• [What is expected]:
Filter the listing below down to the lines with the word "roads" and copy those.

*** Data section ***

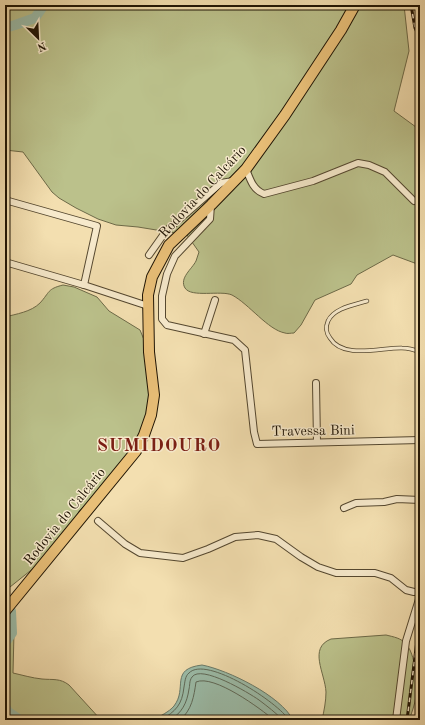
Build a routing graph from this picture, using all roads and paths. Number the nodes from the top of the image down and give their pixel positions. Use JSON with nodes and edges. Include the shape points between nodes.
{"nodes":[{"id":1,"x":355,"y":5,"type":"edge"},
{"id":2,"x":246,"y":169,"type":"junction"},
{"id":3,"x":234,"y":181,"type":"junction"},
{"id":4,"x":5,"y":200,"type":"edge"},
{"id":5,"x":414,"y":201,"type":"dead end"},
{"id":6,"x":211,"y":205,"type":"junction"},
{"id":7,"x":149,"y":255,"type":"dead end"},
{"id":8,"x":5,"y":262,"type":"edge"},
{"id":9,"x":84,"y":285,"type":"junction"},
{"id":10,"x":215,"y":300,"type":"dead end"},
{"id":11,"x":367,"y":301,"type":"dead end"},
{"id":12,"x":148,"y":306,"type":"junction"},
{"id":13,"x":204,"y":334,"type":"junction"},
{"id":14,"x":420,"y":352,"type":"edge"},
{"id":15,"x":316,"y":383,"type":"dead end"},
{"id":16,"x":420,"y":440,"type":"edge"},
{"id":17,"x":317,"y":442,"type":"junction"},
{"id":18,"x":420,"y":500,"type":"edge"},
{"id":19,"x":344,"y":508,"type":"dead end"},
{"id":20,"x":98,"y":521,"type":"dead end"},
{"id":21,"x":414,"y":592,"type":"dead end"},
{"id":22,"x":420,"y":596,"type":"edge"},
{"id":23,"x":5,"y":611,"type":"edge"},
{"id":24,"x":396,"y":720,"type":"edge"}],
"edges":[{"from":1,"to":2,"type":"main road","name":"Rodovia do Calcário","via":[[285,115]]},
{"from":2,"to":3,"type":"main road","name":"Rodovia do Calcário"},
{"from":2,"to":5,"type":"street","via":[[255,188],[264,194],[313,181],[358,163],[369,165],[385,172]]},
{"from":3,"to":6,"type":"main road","name":"Rodovia do Calcário"},
{"from":3,"to":7,"type":"street","via":[[221,183],[166,231]]},
{"from":4,"to":9,"type":"street","via":[[97,226]]},
{"from":6,"to":12,"type":"main road","name":"Rodovia do Calcário","via":[[169,245],[152,276]]},
{"from":6,"to":13,"type":"street","name":"Travessa Bini","via":[[210,219],[175,256],[167,274],[162,296],[162,319],[167,325]]},
{"from":8,"to":9,"type":"street"},
{"from":9,"to":12,"type":"street"},
{"from":10,"to":13,"type":"street"},
{"from":11,"to":14,"type":"lane","via":[[347,306],[330,316],[326,324],[326,333],[332,342],[340,347],[363,352],[402,348]]},
{"from":12,"to":23,"type":"main road","name":"Rodovia do Calcário","via":[[149,352],[154,395],[144,435],[136,451]]},
{"from":13,"to":17,"type":"street","name":"Travessa Bini","via":[[234,340],[245,350],[254,432],[258,444]]},
{"from":15,"to":17,"type":"street"},
{"from":16,"to":17,"type":"street","name":"Travessa Bini"},
{"from":18,"to":19,"type":"street","via":[[397,499],[356,503]]},
{"from":20,"to":21,"type":"street","via":[[140,553],[182,558],[235,537],[258,535],[276,539],[318,567],[336,573],[375,573],[391,578],[406,590]]},
{"from":22,"to":24,"type":"street","via":[[406,641]]}]}
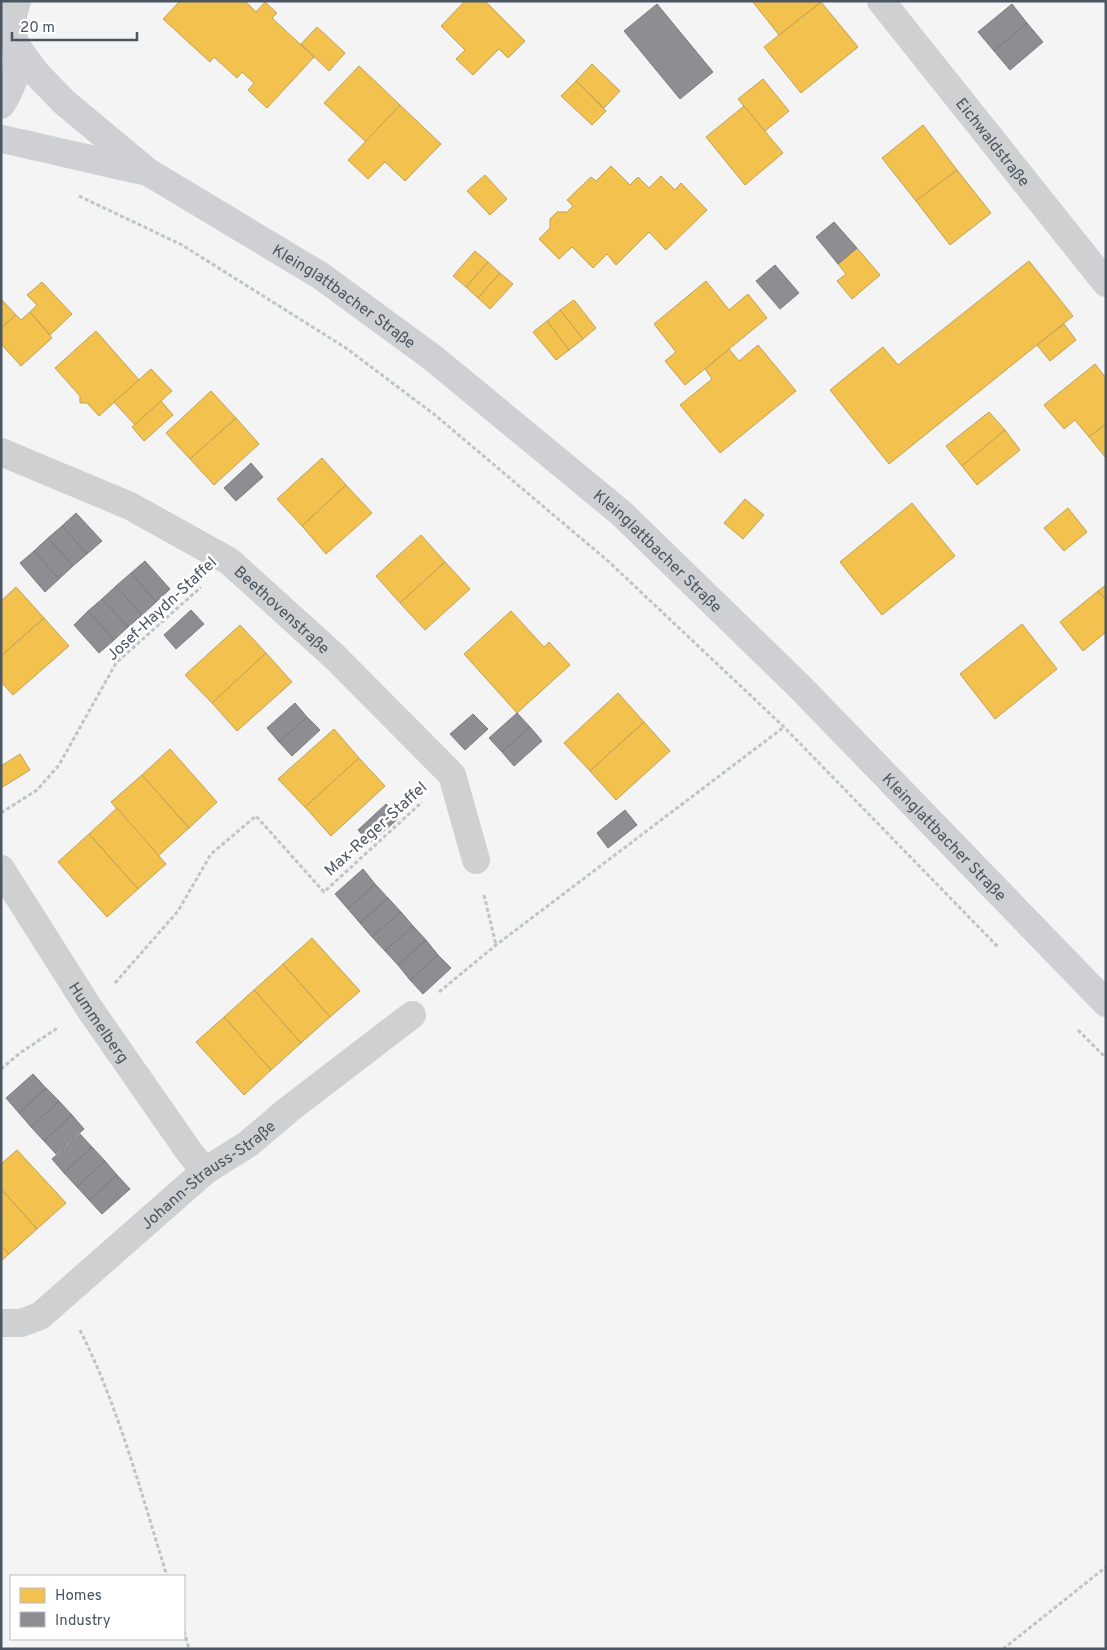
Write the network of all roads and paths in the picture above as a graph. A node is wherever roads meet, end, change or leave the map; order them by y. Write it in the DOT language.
graph roads {
  1 [pos="881,1"];
  2 [pos="12,22"];
  3 [pos="1,105"];
  4 [pos="1,139"];
  5 [pos="148,172"];
  6 [pos="79,196"];
  7 [pos="1106,283"];
  8 [pos="1,452"];
  9 [pos="229,561"];
  10 [pos="784,727"];
  11 [pos="452,775"];
  12 [pos="1,813"];
  13 [pos="476,860"];
  14 [pos="1,870"];
  15 [pos="496,945"];
  16 [pos="1003,952"];
  17 [pos="122,977"];
  18 [pos="1106,1003"];
  19 [pos="89,1008"];
  20 [pos="412,1015"];
  21 [pos="1072,1023"];
  22 [pos="1106,1058"];
  23 [pos="1,1069"];
  24 [pos="205,1171"];
  25 [pos="64,1297"];
  26 [pos="1,1323"];
  27 [pos="1106,1567"];
  28 [pos="167,1575"];
  29 [pos="185,1635"];
  30 [pos="189,1649"];
  31 [pos="1002,1649"];
  1 -- 7 [label="street, Eichwaldstraße"];
  2 -- 3 [label="street, Kleinglattbacher Straße"];
  2 -- 5 [label="street, Kleinglattbacher Straße"];
  4 -- 5 [label="street, Kleinglattbacher Straße"];
  5 -- 18 [label="street, Kleinglattbacher Straße"];
  6 -- 10 [label="path"];
  8 -- 9 [label="street, Beethovenstraße"];
  9 -- 11 [label="street, Beethovenstraße"];
  9 -- 12 [label="path, Josef-Haydn-Staffel"];
  10 -- 15 [label="path"];
  10 -- 16 [label="path"];
  11 -- 13 [label="street, Beethovenstraße"];
  11 -- 17 [label="path, Max-Reger-Staffel"];
  13 -- 15 [label="path"];
  14 -- 19 [label="street, Hummelberg"];
  15 -- 20 [label="path"];
  19 -- 23 [label="path"];
  19 -- 24 [label="street, Hummelberg"];
  20 -- 24 [label="street, Johann-Strauss-Straße"];
  21 -- 22 [label="path"];
  24 -- 25 [label="street, Johann-Strauss-Straße"];
  25 -- 26 [label="street, Johann-Strauss-Straße"];
  25 -- 28 [label="path"];
  27 -- 31 [label="path"];
  29 -- 30 [label="path"];
}
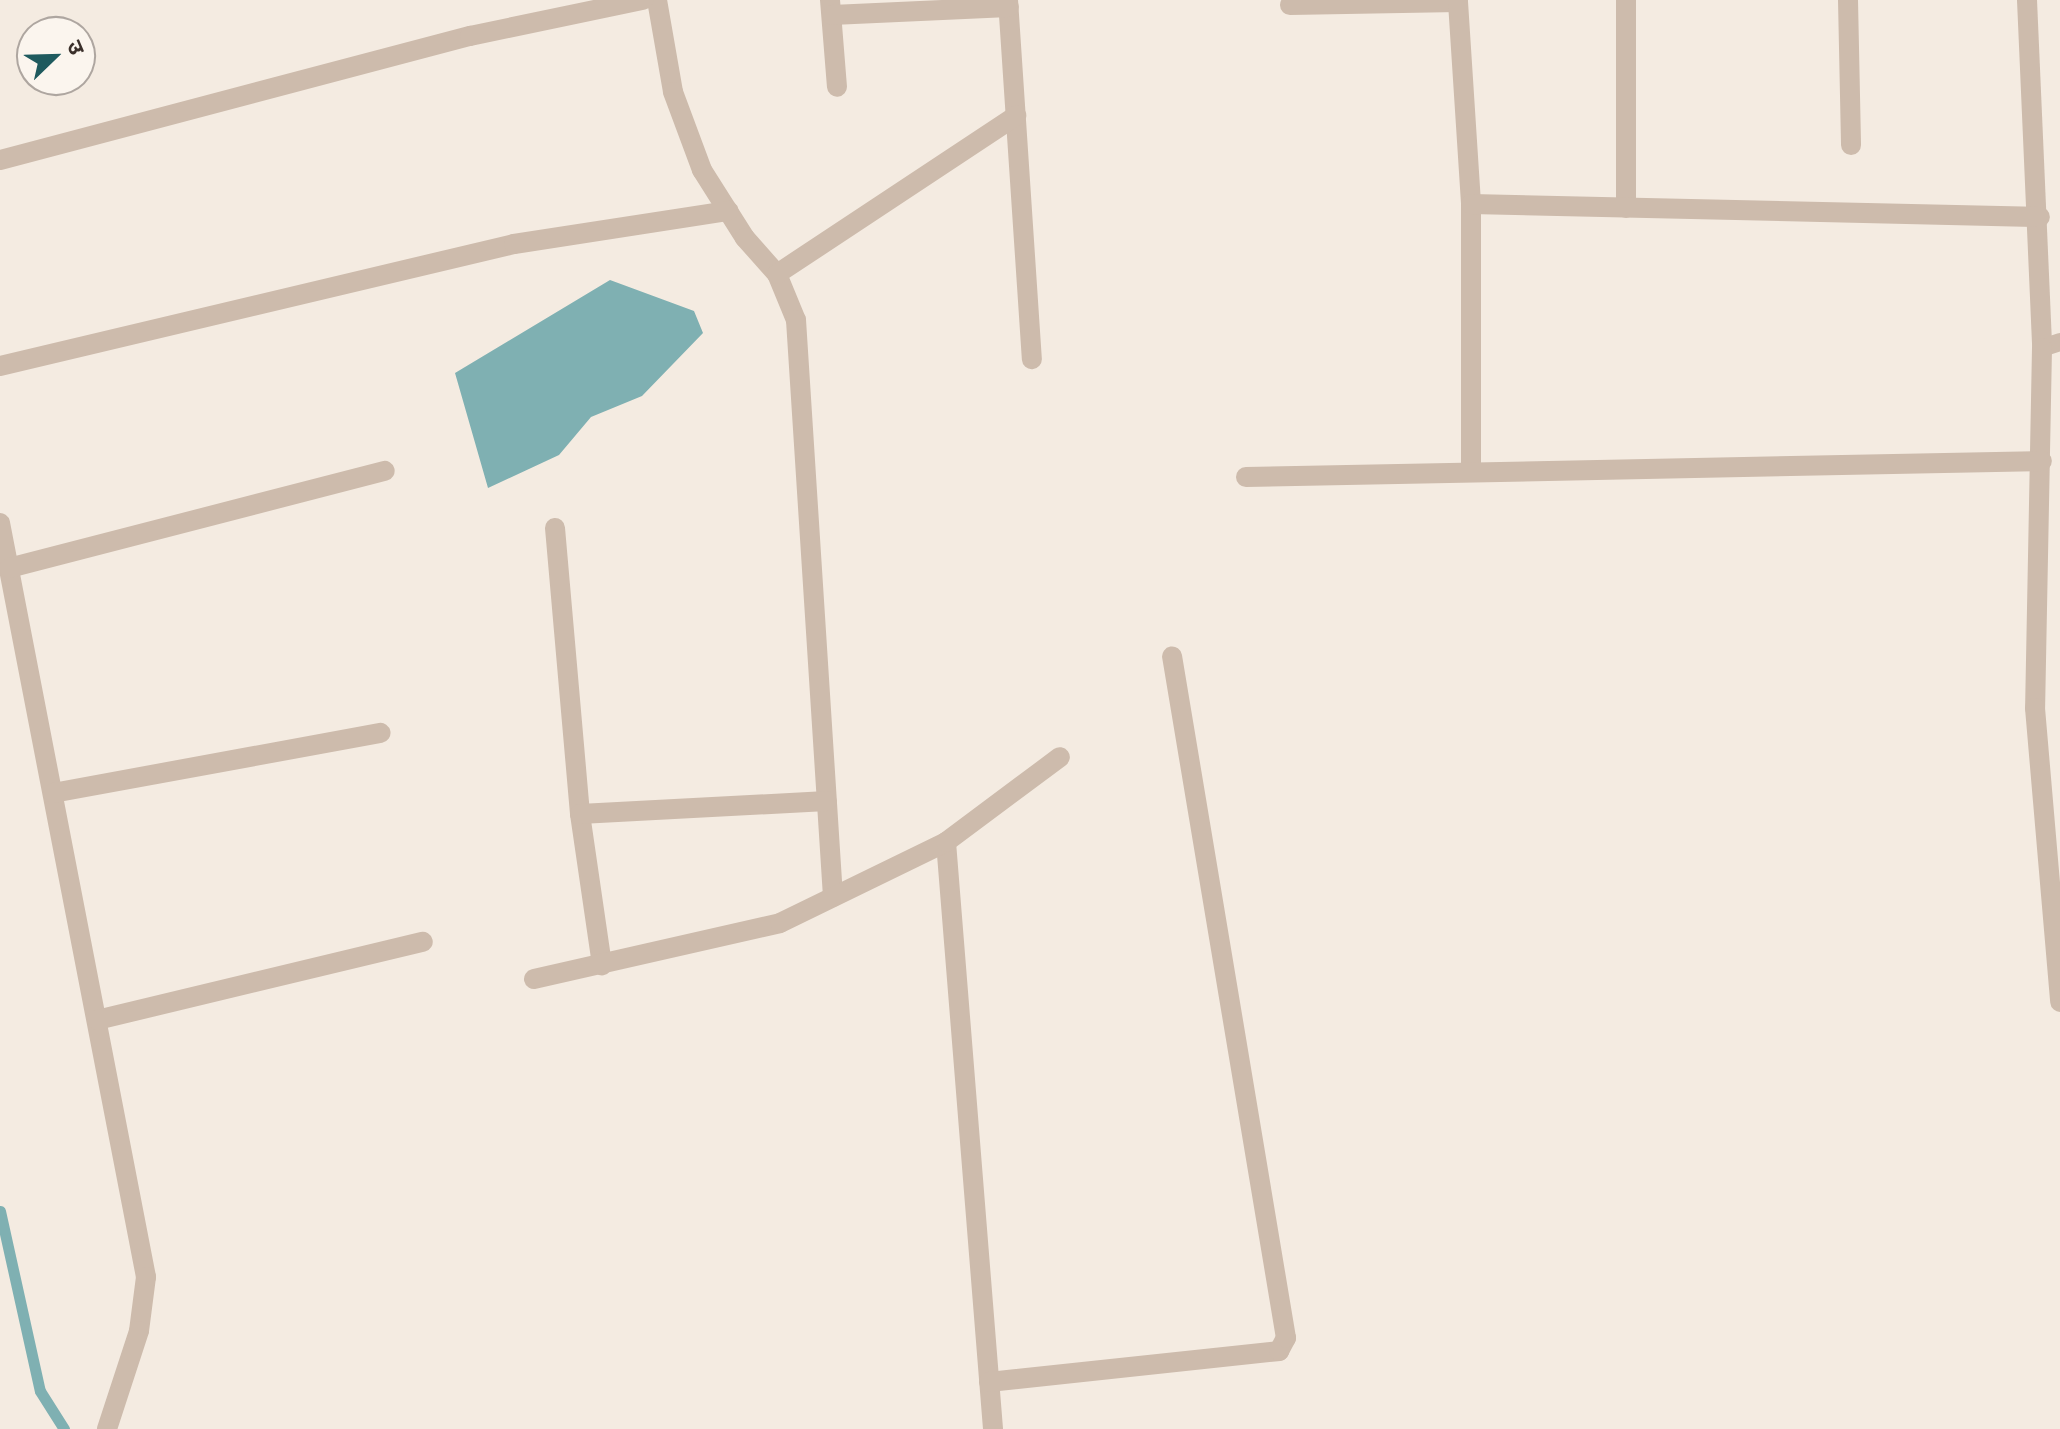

*** End of Data section ***

• [Solution to this exercise]:
Build a routing graph from this picture, using all roads and paths. Number the nodes from the top of the image down and give their pixel positions. Use JSON with nodes and edges. Include the shape points between nodes.
Write the network of all roads and paths in the picture above as a graph. A node is wherever roads meet, end, change or leave the map; order them by y. Write it in the DOT language.
graph roads {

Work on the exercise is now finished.